EXERCISE
Scan the data below and pick out the lines containing the word "edges".
Content starts
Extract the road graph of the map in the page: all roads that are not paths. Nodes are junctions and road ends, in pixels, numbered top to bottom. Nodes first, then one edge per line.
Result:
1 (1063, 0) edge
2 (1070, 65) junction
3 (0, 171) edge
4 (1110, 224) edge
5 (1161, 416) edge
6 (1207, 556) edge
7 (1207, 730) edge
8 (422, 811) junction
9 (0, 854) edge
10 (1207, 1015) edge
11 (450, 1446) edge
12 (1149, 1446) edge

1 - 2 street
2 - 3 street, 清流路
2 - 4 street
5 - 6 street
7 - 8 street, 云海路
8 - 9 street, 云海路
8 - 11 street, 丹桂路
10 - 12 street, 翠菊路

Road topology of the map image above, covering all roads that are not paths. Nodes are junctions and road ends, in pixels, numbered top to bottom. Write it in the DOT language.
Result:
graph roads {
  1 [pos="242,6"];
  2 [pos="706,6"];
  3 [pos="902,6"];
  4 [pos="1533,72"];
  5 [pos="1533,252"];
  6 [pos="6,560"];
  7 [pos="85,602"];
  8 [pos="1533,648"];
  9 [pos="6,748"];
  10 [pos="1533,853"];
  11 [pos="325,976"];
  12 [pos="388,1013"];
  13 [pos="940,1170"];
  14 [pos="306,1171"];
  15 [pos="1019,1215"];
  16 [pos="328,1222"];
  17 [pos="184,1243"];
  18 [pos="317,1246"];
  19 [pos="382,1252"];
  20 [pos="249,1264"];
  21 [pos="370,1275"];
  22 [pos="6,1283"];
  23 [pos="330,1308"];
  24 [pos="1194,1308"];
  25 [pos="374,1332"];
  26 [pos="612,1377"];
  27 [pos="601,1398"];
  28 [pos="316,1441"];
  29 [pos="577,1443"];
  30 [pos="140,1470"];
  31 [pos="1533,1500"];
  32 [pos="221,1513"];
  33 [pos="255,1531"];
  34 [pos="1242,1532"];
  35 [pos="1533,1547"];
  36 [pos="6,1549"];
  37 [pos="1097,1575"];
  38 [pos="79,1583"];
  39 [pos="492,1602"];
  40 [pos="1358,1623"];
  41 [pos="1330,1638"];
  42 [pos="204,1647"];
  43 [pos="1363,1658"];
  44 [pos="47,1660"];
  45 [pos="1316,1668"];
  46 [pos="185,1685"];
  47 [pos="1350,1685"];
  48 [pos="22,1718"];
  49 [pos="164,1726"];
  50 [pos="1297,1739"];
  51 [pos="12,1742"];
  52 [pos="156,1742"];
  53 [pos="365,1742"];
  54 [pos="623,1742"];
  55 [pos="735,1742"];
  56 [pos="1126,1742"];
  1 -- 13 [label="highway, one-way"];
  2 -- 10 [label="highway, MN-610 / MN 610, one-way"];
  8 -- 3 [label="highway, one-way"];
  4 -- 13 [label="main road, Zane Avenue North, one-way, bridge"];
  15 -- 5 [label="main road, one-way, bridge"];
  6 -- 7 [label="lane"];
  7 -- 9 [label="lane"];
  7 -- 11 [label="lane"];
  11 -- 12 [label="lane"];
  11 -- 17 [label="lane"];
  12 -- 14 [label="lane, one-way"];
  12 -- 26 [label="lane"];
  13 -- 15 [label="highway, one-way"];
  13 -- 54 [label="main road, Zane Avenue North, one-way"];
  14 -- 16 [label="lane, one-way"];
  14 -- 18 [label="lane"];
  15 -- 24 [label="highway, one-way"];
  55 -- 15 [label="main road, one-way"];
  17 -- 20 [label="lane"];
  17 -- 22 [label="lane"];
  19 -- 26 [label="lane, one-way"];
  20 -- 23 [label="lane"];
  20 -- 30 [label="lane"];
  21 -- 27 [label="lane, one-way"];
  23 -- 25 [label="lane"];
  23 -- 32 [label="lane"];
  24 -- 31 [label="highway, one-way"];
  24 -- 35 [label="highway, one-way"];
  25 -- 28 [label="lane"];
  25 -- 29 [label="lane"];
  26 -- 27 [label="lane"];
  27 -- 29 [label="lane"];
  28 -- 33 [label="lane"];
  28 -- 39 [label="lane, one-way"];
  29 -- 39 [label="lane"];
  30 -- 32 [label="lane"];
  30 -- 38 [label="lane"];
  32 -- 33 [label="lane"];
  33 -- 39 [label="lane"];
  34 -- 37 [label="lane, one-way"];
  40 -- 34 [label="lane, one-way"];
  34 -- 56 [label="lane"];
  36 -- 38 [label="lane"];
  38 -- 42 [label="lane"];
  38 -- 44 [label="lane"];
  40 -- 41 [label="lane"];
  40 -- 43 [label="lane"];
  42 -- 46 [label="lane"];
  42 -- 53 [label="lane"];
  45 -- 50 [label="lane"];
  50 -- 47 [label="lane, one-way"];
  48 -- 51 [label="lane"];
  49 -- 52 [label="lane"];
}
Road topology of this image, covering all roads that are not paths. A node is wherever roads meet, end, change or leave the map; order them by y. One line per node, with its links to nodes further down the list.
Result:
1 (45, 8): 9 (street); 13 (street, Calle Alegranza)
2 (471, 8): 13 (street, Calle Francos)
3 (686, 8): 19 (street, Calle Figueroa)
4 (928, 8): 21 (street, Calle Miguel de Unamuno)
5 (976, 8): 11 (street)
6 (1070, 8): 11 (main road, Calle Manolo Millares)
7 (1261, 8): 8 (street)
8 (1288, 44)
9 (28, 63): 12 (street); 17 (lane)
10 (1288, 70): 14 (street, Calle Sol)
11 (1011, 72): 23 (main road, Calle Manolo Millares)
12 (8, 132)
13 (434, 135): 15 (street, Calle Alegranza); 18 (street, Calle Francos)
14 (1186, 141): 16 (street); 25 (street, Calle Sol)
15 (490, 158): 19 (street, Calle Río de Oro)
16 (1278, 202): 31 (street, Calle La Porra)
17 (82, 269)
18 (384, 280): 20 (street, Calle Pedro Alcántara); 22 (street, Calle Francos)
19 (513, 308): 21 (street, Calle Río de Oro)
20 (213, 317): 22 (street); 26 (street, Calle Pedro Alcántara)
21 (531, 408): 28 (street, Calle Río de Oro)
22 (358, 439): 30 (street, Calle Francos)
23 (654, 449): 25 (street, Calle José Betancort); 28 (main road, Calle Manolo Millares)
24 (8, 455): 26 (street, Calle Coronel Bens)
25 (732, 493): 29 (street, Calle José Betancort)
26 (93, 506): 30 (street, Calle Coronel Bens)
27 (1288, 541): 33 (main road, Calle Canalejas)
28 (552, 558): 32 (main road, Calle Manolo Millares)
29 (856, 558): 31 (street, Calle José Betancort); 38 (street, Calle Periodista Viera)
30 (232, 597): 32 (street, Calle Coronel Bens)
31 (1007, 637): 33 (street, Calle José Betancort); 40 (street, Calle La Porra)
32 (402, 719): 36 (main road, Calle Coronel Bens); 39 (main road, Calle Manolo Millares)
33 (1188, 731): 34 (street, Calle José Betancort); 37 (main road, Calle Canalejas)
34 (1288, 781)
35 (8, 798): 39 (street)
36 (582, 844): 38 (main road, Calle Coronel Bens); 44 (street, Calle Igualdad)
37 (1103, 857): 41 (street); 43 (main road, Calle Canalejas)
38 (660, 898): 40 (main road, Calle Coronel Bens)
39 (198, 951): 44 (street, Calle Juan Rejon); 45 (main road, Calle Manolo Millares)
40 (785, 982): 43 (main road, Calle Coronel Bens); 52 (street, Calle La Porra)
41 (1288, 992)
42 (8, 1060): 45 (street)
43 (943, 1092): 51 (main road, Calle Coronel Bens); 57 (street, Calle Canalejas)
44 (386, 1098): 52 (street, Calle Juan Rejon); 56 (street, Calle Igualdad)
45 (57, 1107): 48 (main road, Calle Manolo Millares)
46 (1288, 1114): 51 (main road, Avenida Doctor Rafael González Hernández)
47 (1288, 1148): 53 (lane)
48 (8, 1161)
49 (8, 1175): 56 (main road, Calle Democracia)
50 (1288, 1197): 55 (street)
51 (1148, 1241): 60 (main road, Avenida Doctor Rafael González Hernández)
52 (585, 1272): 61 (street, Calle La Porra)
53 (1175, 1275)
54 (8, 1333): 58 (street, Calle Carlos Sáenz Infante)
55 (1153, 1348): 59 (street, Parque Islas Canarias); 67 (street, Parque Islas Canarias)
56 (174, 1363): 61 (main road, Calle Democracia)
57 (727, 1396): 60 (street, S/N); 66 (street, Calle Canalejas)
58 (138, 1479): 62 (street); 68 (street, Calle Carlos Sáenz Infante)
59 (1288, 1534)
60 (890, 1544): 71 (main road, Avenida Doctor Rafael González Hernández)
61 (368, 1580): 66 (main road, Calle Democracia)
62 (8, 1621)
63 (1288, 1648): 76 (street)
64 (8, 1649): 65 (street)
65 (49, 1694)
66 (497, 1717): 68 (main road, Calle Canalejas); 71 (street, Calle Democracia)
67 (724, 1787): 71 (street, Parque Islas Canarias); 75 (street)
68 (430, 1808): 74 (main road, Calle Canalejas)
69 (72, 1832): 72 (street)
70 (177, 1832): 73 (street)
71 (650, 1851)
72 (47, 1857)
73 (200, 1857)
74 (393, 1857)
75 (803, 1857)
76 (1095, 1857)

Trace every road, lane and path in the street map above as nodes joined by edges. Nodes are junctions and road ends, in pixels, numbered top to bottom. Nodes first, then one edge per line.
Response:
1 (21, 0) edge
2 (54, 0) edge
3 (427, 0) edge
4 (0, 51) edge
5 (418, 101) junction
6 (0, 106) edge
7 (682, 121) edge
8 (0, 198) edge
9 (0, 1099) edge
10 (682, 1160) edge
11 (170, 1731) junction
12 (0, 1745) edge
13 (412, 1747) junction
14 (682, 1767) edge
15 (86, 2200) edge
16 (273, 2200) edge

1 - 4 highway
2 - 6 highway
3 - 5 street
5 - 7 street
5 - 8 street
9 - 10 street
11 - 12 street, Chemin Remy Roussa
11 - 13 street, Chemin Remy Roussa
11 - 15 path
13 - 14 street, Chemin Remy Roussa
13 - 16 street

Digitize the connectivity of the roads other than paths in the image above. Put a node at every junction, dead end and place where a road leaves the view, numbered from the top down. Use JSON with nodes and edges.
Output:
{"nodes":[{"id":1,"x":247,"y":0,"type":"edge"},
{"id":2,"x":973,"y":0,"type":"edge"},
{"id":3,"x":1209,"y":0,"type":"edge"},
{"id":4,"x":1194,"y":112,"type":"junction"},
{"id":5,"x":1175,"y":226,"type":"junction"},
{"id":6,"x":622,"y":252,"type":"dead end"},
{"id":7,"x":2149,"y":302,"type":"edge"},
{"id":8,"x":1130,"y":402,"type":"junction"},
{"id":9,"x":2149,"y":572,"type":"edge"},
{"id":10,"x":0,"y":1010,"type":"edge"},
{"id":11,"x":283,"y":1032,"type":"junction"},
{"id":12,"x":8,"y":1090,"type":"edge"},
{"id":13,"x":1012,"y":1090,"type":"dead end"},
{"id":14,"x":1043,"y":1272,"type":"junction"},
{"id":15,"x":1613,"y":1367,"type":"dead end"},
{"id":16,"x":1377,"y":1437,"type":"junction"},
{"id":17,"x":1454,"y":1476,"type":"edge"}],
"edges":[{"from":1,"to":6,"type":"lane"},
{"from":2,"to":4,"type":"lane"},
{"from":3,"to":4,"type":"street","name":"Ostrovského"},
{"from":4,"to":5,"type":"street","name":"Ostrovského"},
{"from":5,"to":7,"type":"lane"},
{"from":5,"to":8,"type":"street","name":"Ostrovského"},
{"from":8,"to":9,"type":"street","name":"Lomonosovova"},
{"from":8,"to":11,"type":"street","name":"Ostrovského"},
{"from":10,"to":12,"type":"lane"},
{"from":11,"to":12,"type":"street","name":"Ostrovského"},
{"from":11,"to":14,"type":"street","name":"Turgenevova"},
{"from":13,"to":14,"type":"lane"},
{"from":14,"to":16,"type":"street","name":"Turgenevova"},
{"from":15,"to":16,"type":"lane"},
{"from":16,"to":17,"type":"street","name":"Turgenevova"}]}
Content ends
EXERCISE OUTPUT
Trace every road, lane and path in the street map above as nodes joined by edges. Nodes are junctions and road ends, in pixels, numbered top to bottom. Nodes first, then one edge per line.
Digitize the connectivity of the roads other than paths in the image above. Put a node at every junction, dead end and place where a road leaves the view, numbered from the top down. Use JSON with nodes and edges.
"edges":[{"from":1,"to":6,"type":"lane"},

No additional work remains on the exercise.